WORK ORDER.
For each record below, write an exact copy.

RECORDS PROVIDED.
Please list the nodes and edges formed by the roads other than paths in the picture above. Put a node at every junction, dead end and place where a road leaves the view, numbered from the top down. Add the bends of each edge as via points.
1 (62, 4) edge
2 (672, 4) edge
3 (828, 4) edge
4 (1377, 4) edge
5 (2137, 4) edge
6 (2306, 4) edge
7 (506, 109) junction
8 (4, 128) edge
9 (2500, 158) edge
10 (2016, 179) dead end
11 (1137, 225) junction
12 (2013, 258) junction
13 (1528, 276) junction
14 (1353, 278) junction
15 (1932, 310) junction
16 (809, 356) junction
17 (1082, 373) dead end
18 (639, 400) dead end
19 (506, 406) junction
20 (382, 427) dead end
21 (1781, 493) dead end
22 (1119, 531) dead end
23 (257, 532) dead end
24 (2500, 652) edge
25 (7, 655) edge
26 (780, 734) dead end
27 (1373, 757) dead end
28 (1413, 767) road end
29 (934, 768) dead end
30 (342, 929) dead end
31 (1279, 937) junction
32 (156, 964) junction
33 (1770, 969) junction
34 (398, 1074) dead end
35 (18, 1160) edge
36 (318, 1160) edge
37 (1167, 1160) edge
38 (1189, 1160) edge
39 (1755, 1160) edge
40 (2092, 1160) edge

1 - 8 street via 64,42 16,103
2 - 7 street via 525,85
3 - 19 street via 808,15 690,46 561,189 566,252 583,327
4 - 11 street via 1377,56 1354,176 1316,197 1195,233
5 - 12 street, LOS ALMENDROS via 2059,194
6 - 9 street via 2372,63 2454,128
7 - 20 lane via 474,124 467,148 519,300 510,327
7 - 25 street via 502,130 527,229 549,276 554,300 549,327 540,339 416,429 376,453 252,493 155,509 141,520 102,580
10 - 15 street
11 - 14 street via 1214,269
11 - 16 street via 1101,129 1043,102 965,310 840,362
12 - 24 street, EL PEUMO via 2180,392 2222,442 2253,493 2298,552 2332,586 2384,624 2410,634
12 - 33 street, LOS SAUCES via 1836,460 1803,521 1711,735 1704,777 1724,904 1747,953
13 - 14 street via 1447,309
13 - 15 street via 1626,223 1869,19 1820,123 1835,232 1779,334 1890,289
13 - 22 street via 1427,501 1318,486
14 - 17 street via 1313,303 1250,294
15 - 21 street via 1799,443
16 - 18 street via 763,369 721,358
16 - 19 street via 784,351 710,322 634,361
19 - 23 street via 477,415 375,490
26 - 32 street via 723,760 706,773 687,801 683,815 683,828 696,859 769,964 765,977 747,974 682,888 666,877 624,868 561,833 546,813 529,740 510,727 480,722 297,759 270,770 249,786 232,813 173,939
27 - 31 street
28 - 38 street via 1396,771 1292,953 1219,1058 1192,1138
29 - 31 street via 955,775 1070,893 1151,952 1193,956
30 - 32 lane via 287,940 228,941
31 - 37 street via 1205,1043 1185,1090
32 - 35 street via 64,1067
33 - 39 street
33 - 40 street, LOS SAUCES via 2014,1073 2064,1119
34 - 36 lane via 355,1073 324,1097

OUTPUT OF THE EXERCISE.
Please list the nodes and edges formed by the roads other than paths in the picture above. Put a node at every junction, dead end and place where a road leaves the view, numbered from the top down. Add the bends of each edge as via points.
1 (62, 4) edge
2 (672, 4) edge
3 (828, 4) edge
4 (1377, 4) edge
5 (2137, 4) edge
6 (2306, 4) edge
7 (506, 109) junction
8 (4, 128) edge
9 (2500, 158) edge
10 (2016, 179) dead end
11 (1137, 225) junction
12 (2013, 258) junction
13 (1528, 276) junction
14 (1353, 278) junction
15 (1932, 310) junction
16 (809, 356) junction
17 (1082, 373) dead end
18 (639, 400) dead end
19 (506, 406) junction
20 (382, 427) dead end
21 (1781, 493) dead end
22 (1119, 531) dead end
23 (257, 532) dead end
24 (2500, 652) edge
25 (7, 655) edge
26 (780, 734) dead end
27 (1373, 757) dead end
28 (1413, 767) road end
29 (934, 768) dead end
30 (342, 929) dead end
31 (1279, 937) junction
32 (156, 964) junction
33 (1770, 969) junction
34 (398, 1074) dead end
35 (18, 1160) edge
36 (318, 1160) edge
37 (1167, 1160) edge
38 (1189, 1160) edge
39 (1755, 1160) edge
40 (2092, 1160) edge

1 - 8 street via 64,42 16,103
2 - 7 street via 525,85
3 - 19 street via 808,15 690,46 561,189 566,252 583,327
4 - 11 street via 1377,56 1354,176 1316,197 1195,233
5 - 12 street, LOS ALMENDROS via 2059,194
6 - 9 street via 2372,63 2454,128
7 - 20 lane via 474,124 467,148 519,300 510,327
7 - 25 street via 502,130 527,229 549,276 554,300 549,327 540,339 416,429 376,453 252,493 155,509 141,520 102,580
10 - 15 street
11 - 14 street via 1214,269
11 - 16 street via 1101,129 1043,102 965,310 840,362
12 - 24 street, EL PEUMO via 2180,392 2222,442 2253,493 2298,552 2332,586 2384,624 2410,634
12 - 33 street, LOS SAUCES via 1836,460 1803,521 1711,735 1704,777 1724,904 1747,953
13 - 14 street via 1447,309
13 - 15 street via 1626,223 1869,19 1820,123 1835,232 1779,334 1890,289
13 - 22 street via 1427,501 1318,486
14 - 17 street via 1313,303 1250,294
15 - 21 street via 1799,443
16 - 18 street via 763,369 721,358
16 - 19 street via 784,351 710,322 634,361
19 - 23 street via 477,415 375,490
26 - 32 street via 723,760 706,773 687,801 683,815 683,828 696,859 769,964 765,977 747,974 682,888 666,877 624,868 561,833 546,813 529,740 510,727 480,722 297,759 270,770 249,786 232,813 173,939
27 - 31 street
28 - 38 street via 1396,771 1292,953 1219,1058 1192,1138
29 - 31 street via 955,775 1070,893 1151,952 1193,956
30 - 32 lane via 287,940 228,941
31 - 37 street via 1205,1043 1185,1090
32 - 35 street via 64,1067
33 - 39 street
33 - 40 street, LOS SAUCES via 2014,1073 2064,1119
34 - 36 lane via 355,1073 324,1097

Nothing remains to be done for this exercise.